Analysis
In his book Explaining Hitler, published in 1998, Ron Rosenbaum devotes a chapter to Goldhagen's controversial thesis in his 1996 book Hitler's Willing Executioners. Goldhagen proposed that by the time of Hitler's rise to power in 1933, Germany's Aryan population was already ready to murder all the Jews. The Holocaust was not simply the attempt to realize the dream of a madman and his henchman, but, in Goldhagen's retelling, transcended Hitler and the Nazis. It boiled up from a particularly German anti-Semitism that went beyond traditional Christian Jew-hating and instead had its seeds in a nineteenth-century "eliminationist anti-Semitism." Germans saw no alternative but to eradicate the Jews, Goldhagen argues, because they saw them as a disease. Hitler was merely a tool in this goal, a "midwife."
As Rosenbaum points out, this thesis flies in the face of the theories of a number of influential scholars who put Hitler at the heart of the Holocaust and saw the Germans as often indifferent to the fate of the Jews. Other scholars put Nazi ideology at the center of the Holocaust and emphasize the work the Nazi Party had to do through propaganda to acclimate the average German to its particularly virulent version of anti-Semitism.
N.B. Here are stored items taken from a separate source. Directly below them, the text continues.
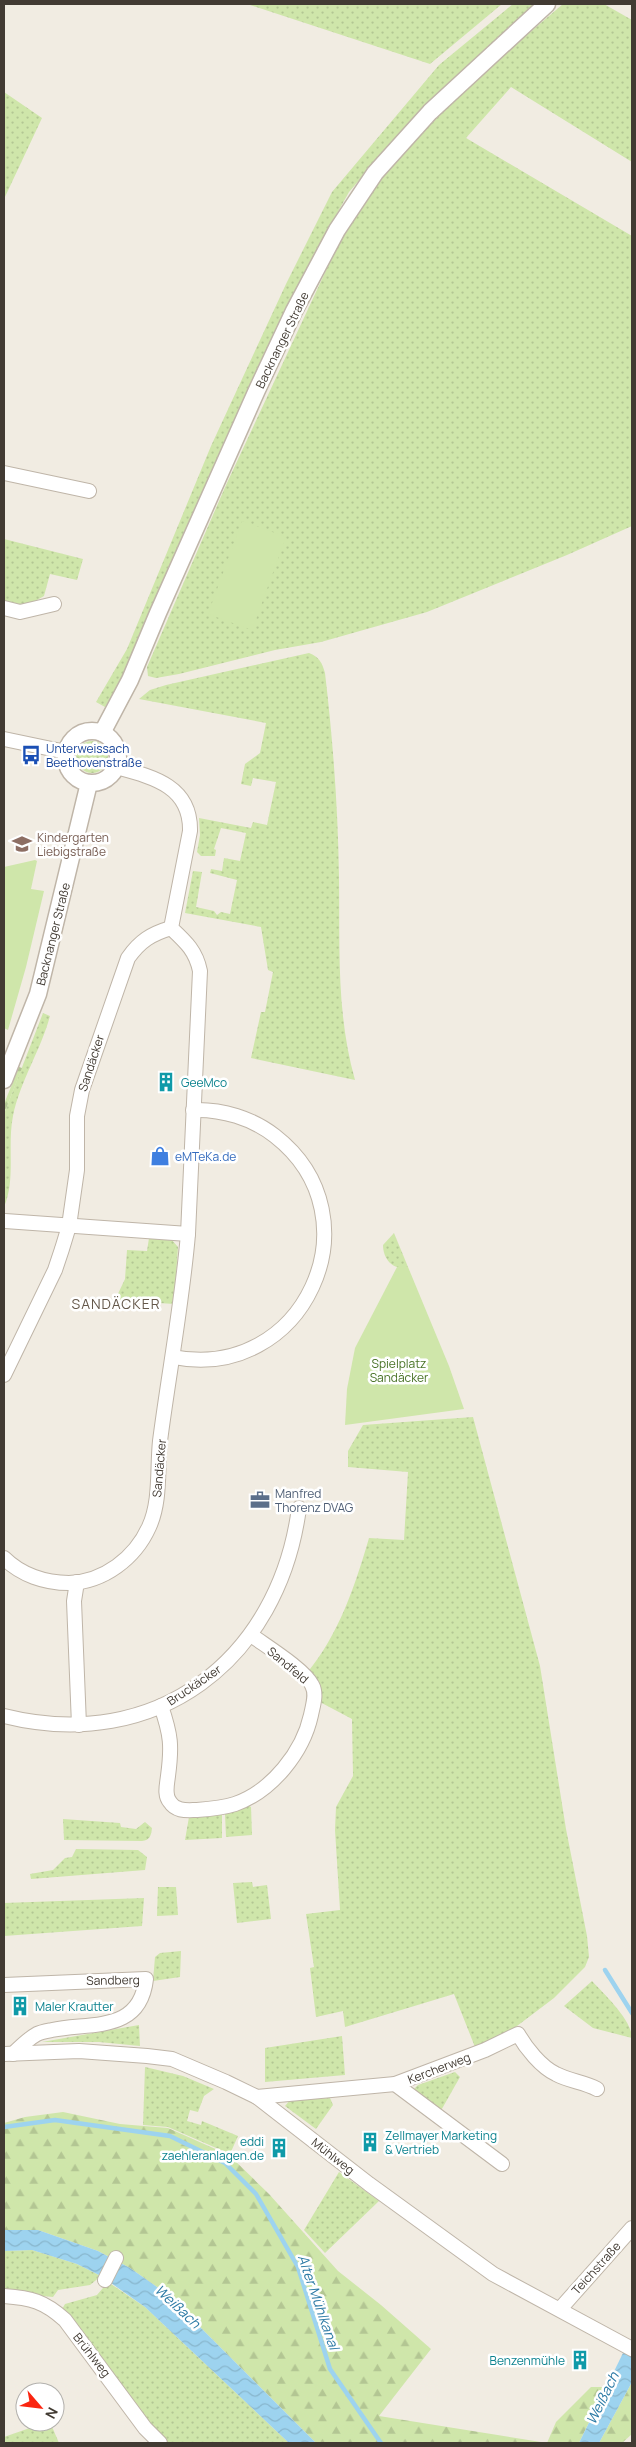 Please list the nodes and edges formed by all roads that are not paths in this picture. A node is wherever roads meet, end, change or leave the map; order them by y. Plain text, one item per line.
1 (547, 4) edge
2 (4, 473) edge
3 (89, 492) dead end
4 (54, 604) dead end
5 (4, 608) edge
6 (102, 734) junction
7 (4, 739) edge
8 (66, 752) junction
9 (116, 767) junction
10 (90, 783) junction
11 (171, 928) junction
12 (4, 1080) edge
13 (194, 1110) junction
14 (5, 1221) edge
15 (69, 1226) junction
16 (188, 1234) junction
17 (173, 1357) junction
18 (4, 1374) edge
19 (299, 1508) dead end
20 (4, 1558) edge
21 (76, 1582) junction
22 (251, 1635) junction
23 (161, 1706) junction
24 (4, 1716) edge
25 (79, 1725) junction
26 (4, 1985) edge
27 (8, 2054) edge
28 (395, 2084) junction
29 (597, 2089) dead end
30 (257, 2097) junction
31 (502, 2164) dead end
32 (632, 2228) edge
33 (116, 2258) dead end
34 (105, 2280) dead end
35 (4, 2296) edge
36 (560, 2309) junction
37 (627, 2346) edge
38 (160, 2443) edge

1 - 6 street, Backnanger Straße
2 - 3 street
4 - 5 street
6 - 8 street
6 - 9 street
7 - 8 street
8 - 10 street
9 - 10 street
9 - 11 street
10 - 12 street, Backnanger Straße
11 - 13 street, Sandäcker
11 - 15 street, Sandäcker
13 - 16 street, Sandäcker
13 - 17 street
14 - 15 street
15 - 16 street
15 - 18 street, Sandäcker
16 - 17 street, Sandäcker
17 - 21 street, Sandäcker
19 - 22 street, Bruckäcker
20 - 21 street, Sandäcker
21 - 25 street
22 - 23 street, Bruckäcker
22 - 23 street, Sandfeld
23 - 25 street, Bruckäcker
24 - 25 street, Bruckäcker
26 - 27 street, Sandberg
27 - 30 street, Mühlweg
28 - 29 street, Kercherweg
28 - 30 street, Kercherweg
28 - 31 street
30 - 36 street, Mühlweg
32 - 36 street, Teichstraße
33 - 34 street
35 - 38 street, Brühlweg
36 - 37 street, Mühlweg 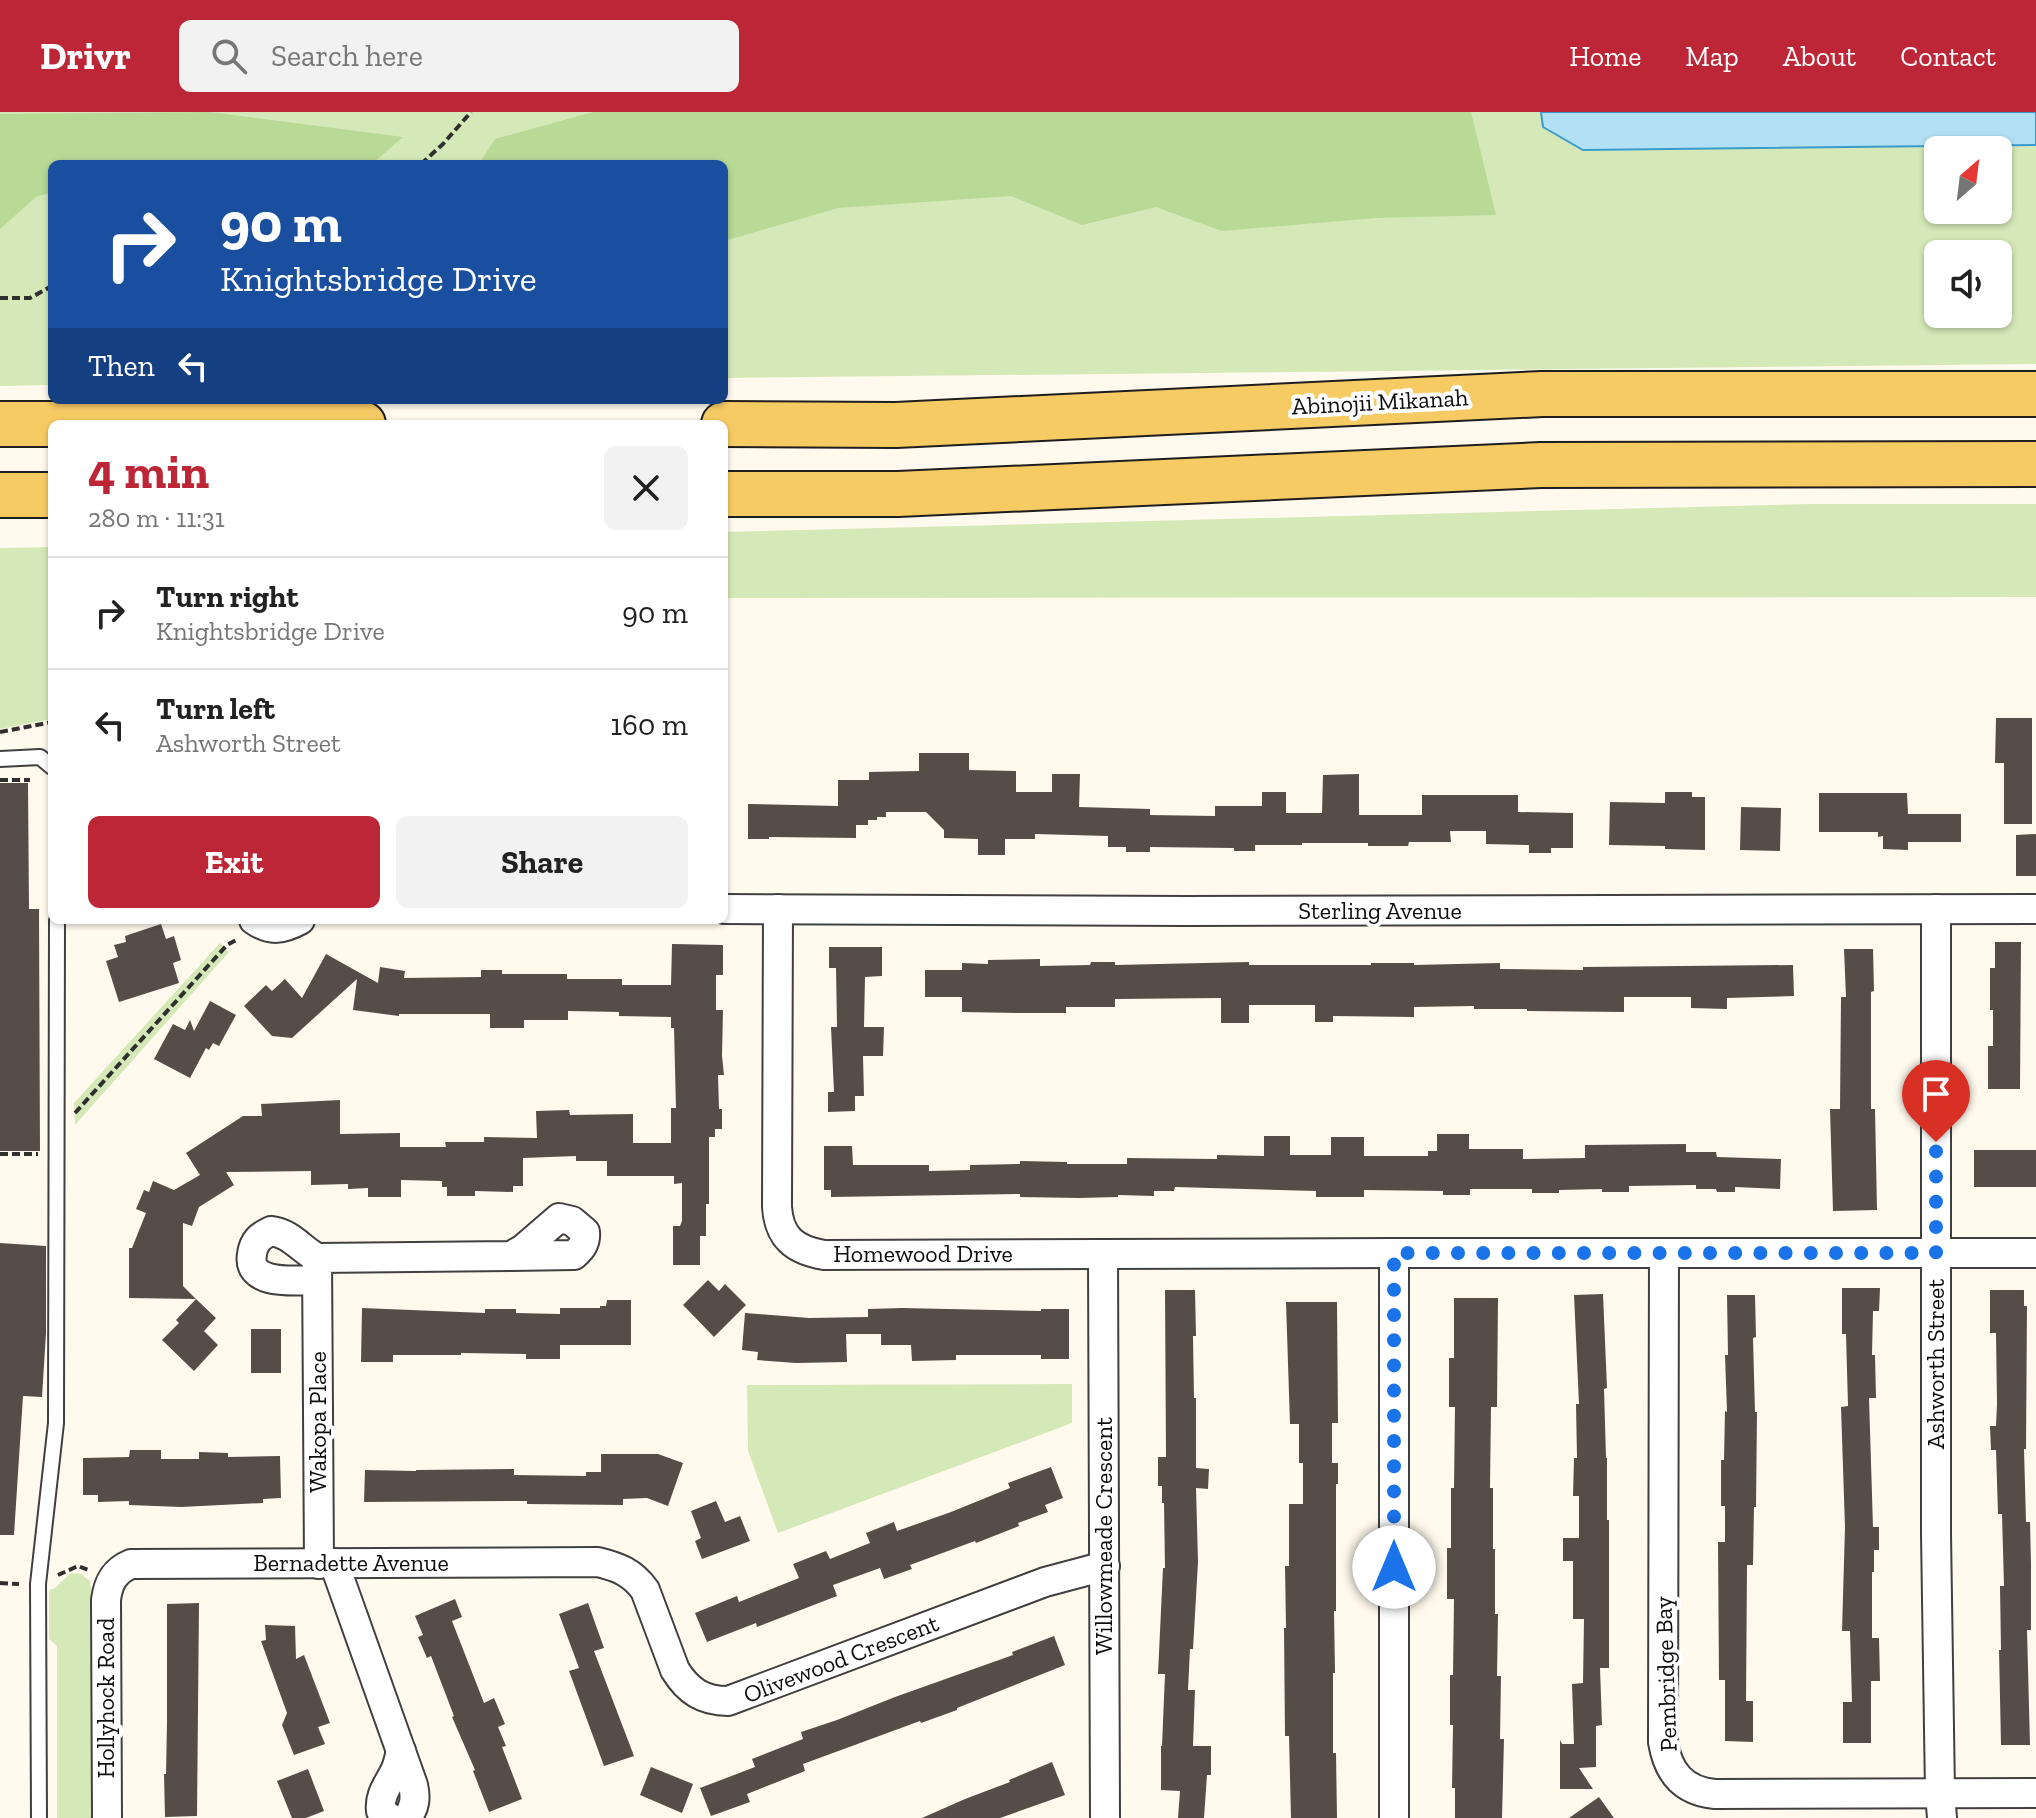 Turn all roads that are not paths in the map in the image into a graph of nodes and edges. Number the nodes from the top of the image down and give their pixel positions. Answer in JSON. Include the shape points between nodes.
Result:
{"nodes":[{"id":1,"x":2036,"y":394,"type":"edge"},
{"id":2,"x":0,"y":424,"type":"edge"},
{"id":3,"x":48,"y":424,"type":"edge"},
{"id":4,"x":728,"y":424,"type":"edge"},
{"id":5,"x":2036,"y":464,"type":"edge"},
{"id":6,"x":728,"y":494,"type":"edge"},
{"id":7,"x":0,"y":495,"type":"edge"},
{"id":8,"x":48,"y":495,"type":"edge"},
{"id":9,"x":0,"y":759,"type":"edge"},
{"id":10,"x":48,"y":764,"type":"edge"},
{"id":11,"x":728,"y":909,"type":"edge"},
{"id":12,"x":778,"y":909,"type":"junction"},
{"id":13,"x":1936,"y":909,"type":"junction"},
{"id":14,"x":2036,"y":909,"type":"edge"},
{"id":15,"x":57,"y":924,"type":"edge"},
{"id":16,"x":261,"y":924,"type":"edge"},
{"id":17,"x":290,"y":924,"type":"edge"},
{"id":18,"x":1394,"y":1253,"type":"junction"},
{"id":19,"x":1664,"y":1253,"type":"junction"},
{"id":20,"x":1936,"y":1253,"type":"junction"},
{"id":21,"x":2036,"y":1253,"type":"edge"},
{"id":22,"x":1103,"y":1254,"type":"junction"},
{"id":23,"x":511,"y":1256,"type":"dead end"},
{"id":24,"x":598,"y":1562,"type":"joint"},
{"id":25,"x":326,"y":1563,"type":"junction"},
{"id":26,"x":1105,"y":1566,"type":"junction"},
{"id":27,"x":111,"y":1580,"type":"joint"},
{"id":28,"x":401,"y":1751,"type":"junction"},
{"id":29,"x":2036,"y":1793,"type":"edge"},
{"id":30,"x":1941,"y":1805,"type":"edge"},
{"id":31,"x":39,"y":1818,"type":"edge"},
{"id":32,"x":107,"y":1818,"type":"edge"},
{"id":33,"x":390,"y":1818,"type":"edge"},
{"id":34,"x":407,"y":1818,"type":"edge"},
{"id":35,"x":1105,"y":1818,"type":"edge"},
{"id":36,"x":1394,"y":1818,"type":"edge"}],
"edges":[{"from":1,"to":4,"type":"main road","name":"Abinojii Mikanah","via":[[1542,394],[896,425]]},
{"from":2,"to":3,"type":"main road"},
{"from":5,"to":6,"type":"main road","via":[[1541,465],[898,494]]},
{"from":7,"to":8,"type":"main road"},
{"from":9,"to":10,"type":"lane","via":[[40,757]]},
{"from":11,"to":12,"type":"street","name":"Sterling Avenue"},
{"from":12,"to":13,"type":"street","name":"Sterling Avenue"},
{"from":12,"to":22,"type":"street","name":"Homewood Drive","via":[[777,1207],[788,1238],[824,1255]]},
{"from":13,"to":14,"type":"street","name":"Sterling Avenue"},
{"from":13,"to":20,"type":"street","name":"Ashworth Street"},
{"from":15,"to":31,"type":"lane","via":[[56,1423],[38,1584]]},
{"from":16,"to":17,"type":"street","via":[[277,929]]},
{"from":18,"to":19,"type":"street","name":"Homewood Drive"},
{"from":18,"to":22,"type":"street","name":"Homewood Drive"},
{"from":18,"to":36,"type":"street"},
{"from":19,"to":20,"type":"street","name":"Homewood Drive"},
{"from":19,"to":30,"type":"street","name":"Pembridge Bay","via":[[1663,1742],[1668,1763],[1686,1785],[1704,1793]]},
{"from":20,"to":21,"type":"street","name":"Homewood Drive"},
{"from":20,"to":30,"type":"street","name":"Ashworth Street"},
{"from":22,"to":26,"type":"street","name":"Willowmeade Crescent"},
{"from":23,"to":25,"type":"street","name":"Wakopa Place","via":[[317,1269]]},
{"from":24,"to":25,"type":"street","name":"Bernadette Avenue"},
{"from":24,"to":26,"type":"street","name":"Olivewood Crescent","via":[[638,1580],[682,1682],[713,1701],[728,1701],[1045,1582]]},
{"from":25,"to":27,"type":"street","name":"Bernadette Avenue","via":[[131,1564]]},
{"from":25,"to":28,"type":"street","name":"Wakopa Place"},
{"from":26,"to":35,"type":"street","name":"Willowmeade Crescent"},
{"from":27,"to":32,"type":"street","name":"Hollyhock Road","via":[[106,1600]]},
{"from":28,"to":33,"type":"street","via":[[380,1804]]},
{"from":28,"to":34,"type":"street","name":"Wakopa Place","via":[[416,1798]]},
{"from":29,"to":30,"type":"street","name":"Pembridge Bay"}]}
In contrast, Goldhagen contends that the German people actively "wanted" the Holocaust. However, by arguing too narrowly, or as Rosenbaum puts it, focusing "too sharply" on a "single point," Goldhagen, says Rosenbaum and others, lets Hitler and the Nazi Party off the hook, as if their actions didn't matter.
Further, as Rosenbaum points out, scholars took Goldhagen to task for studying only the nineteenth-century German literature of anti-Semitism and not examining similarly virulent—and even arguably worse—anti-Semitism that was present in other European countries.
While Rosenbaum does not agree with Goldhagen that the German people were the primary drivers of the Holocaust, he does give Goldhagen a place of honor in the penultimate chapter of a book that debunks the various "explanations" for Hitler and the Jewish genocide, before moving onto the theory he endorses: Lucy Dawidowicz's argument that Hitler planned the Holocaust from the start (1918) and, further, got the enthusiastic support of a core group through using what we might call "dog whistles" or coded language to communicate this central desire for genocide, all the while relying on this coded or esoteric language to keep his intentions away from the uninitiated until the time was right.
Whether or not Goldhagen is right or wrong to put such a heavy emphasis on the role of the German people in the Holocaust, he raises questions that remain relevant and are well worth considering today: what is the balance between leadership responsibility and collective responsibility for moral outrages in a society? Is it too easy merely to blame the leaders after an atrocity has occurred? Goldhagen's answers might go too far in tarnishing an entire nationality as evil (and, ironically, therefore, replicate what the Nazis did to the Jews) but at some point, every society has to collectively reckon with the evils in its past.